## Your goal
Across all the records, filter for lines with the word "lane" and copy them.

(Stored items)

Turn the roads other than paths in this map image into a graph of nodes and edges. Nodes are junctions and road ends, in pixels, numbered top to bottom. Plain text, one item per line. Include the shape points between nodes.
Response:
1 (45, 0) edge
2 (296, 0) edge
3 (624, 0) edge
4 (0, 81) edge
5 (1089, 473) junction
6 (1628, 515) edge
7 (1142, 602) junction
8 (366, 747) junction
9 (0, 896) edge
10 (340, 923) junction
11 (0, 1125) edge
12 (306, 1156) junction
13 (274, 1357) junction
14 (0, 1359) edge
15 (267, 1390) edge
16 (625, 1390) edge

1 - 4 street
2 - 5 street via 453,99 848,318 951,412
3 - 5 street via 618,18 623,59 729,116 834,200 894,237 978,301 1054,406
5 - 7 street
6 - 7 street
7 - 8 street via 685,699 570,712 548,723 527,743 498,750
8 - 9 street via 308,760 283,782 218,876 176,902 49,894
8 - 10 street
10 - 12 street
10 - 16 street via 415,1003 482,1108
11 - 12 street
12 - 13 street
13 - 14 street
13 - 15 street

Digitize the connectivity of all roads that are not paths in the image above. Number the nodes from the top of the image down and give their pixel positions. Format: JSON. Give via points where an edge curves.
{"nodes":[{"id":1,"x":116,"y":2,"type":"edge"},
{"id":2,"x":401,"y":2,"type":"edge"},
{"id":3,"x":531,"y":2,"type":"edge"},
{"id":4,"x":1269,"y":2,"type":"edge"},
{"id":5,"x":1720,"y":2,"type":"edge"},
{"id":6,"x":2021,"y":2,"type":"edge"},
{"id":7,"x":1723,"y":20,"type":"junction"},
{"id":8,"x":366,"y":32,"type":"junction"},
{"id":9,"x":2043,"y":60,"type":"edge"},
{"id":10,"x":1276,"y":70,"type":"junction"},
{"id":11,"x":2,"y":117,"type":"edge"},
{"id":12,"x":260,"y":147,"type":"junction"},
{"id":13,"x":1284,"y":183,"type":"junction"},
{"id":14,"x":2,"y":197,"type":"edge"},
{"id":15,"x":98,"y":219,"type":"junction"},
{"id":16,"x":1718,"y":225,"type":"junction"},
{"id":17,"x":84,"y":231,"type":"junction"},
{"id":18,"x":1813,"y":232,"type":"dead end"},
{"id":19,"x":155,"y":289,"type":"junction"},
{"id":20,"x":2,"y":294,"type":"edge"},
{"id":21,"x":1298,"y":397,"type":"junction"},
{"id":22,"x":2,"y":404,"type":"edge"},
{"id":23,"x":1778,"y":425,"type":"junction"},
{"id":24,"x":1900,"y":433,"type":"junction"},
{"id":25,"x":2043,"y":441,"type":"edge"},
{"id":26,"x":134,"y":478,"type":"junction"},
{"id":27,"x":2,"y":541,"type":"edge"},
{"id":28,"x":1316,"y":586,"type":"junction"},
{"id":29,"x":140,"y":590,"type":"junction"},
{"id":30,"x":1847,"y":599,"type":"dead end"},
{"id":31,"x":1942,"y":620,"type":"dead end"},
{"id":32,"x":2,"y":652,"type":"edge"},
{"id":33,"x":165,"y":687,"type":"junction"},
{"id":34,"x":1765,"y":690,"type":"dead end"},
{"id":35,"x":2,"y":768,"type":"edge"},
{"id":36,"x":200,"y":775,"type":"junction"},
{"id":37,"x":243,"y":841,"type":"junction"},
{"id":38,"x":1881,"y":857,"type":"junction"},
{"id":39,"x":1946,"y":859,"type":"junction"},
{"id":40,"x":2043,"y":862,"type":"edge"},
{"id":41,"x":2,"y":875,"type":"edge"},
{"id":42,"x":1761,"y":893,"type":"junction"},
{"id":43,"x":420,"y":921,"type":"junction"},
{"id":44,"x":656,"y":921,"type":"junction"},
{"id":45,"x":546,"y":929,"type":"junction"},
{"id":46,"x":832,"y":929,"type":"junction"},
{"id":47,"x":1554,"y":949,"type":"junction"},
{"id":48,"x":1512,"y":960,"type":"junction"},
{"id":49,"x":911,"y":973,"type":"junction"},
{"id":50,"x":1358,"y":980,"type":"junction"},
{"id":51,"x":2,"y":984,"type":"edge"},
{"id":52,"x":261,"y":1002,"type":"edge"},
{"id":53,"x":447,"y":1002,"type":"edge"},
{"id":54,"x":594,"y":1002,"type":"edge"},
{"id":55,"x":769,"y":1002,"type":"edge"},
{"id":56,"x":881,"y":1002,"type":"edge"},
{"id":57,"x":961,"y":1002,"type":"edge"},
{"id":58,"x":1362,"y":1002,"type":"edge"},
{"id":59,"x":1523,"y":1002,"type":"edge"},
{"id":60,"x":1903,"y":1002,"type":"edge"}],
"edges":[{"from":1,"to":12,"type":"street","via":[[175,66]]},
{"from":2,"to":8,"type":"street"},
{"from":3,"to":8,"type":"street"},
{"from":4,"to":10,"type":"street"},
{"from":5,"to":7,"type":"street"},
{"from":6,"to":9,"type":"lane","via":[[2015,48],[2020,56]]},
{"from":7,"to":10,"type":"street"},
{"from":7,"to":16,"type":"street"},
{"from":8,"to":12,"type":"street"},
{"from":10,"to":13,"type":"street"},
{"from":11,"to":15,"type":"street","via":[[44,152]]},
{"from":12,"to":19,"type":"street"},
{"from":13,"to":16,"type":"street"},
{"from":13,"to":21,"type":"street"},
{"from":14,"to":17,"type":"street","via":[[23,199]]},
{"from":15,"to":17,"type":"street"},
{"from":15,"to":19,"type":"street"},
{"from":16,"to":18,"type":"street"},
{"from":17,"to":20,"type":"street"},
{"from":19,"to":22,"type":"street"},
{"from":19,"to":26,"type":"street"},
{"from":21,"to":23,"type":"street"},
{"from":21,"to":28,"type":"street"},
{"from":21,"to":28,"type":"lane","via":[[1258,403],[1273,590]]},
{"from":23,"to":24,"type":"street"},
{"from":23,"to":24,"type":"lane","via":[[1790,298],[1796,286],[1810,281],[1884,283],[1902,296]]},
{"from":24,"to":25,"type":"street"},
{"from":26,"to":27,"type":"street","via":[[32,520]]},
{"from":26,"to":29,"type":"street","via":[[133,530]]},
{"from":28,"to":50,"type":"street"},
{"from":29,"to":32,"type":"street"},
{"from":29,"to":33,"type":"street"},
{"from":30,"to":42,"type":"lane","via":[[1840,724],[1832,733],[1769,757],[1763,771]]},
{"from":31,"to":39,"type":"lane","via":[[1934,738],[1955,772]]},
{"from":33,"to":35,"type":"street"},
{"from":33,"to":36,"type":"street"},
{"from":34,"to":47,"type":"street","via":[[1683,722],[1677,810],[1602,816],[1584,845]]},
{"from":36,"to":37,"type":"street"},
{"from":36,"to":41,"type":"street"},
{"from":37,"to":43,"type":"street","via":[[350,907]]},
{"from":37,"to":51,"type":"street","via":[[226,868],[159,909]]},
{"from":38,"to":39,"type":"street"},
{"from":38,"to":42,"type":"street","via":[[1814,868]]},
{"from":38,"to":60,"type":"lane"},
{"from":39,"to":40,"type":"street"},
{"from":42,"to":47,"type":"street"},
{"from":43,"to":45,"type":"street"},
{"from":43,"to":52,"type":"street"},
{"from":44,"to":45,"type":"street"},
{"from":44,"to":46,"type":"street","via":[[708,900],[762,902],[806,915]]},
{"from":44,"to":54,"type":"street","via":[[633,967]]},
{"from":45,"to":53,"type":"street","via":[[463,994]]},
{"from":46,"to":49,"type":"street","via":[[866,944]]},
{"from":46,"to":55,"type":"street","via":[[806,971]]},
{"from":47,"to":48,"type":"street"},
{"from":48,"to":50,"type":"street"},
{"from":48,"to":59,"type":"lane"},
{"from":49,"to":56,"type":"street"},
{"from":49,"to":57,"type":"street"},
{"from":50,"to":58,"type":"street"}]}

## Exercise result
{"from":6,"to":9,"type":"lane","via":[[2015,48],[2020,56]]},
{"from":21,"to":28,"type":"lane","via":[[1258,403],[1273,590]]},
{"from":23,"to":24,"type":"lane","via":[[1790,298],[1796,286],[1810,281],[1884,283],[1902,296]]},
{"from":30,"to":42,"type":"lane","via":[[1840,724],[1832,733],[1769,757],[1763,771]]},
{"from":31,"to":39,"type":"lane","via":[[1934,738],[1955,772]]},
{"from":38,"to":60,"type":"lane"},
{"from":48,"to":59,"type":"lane"},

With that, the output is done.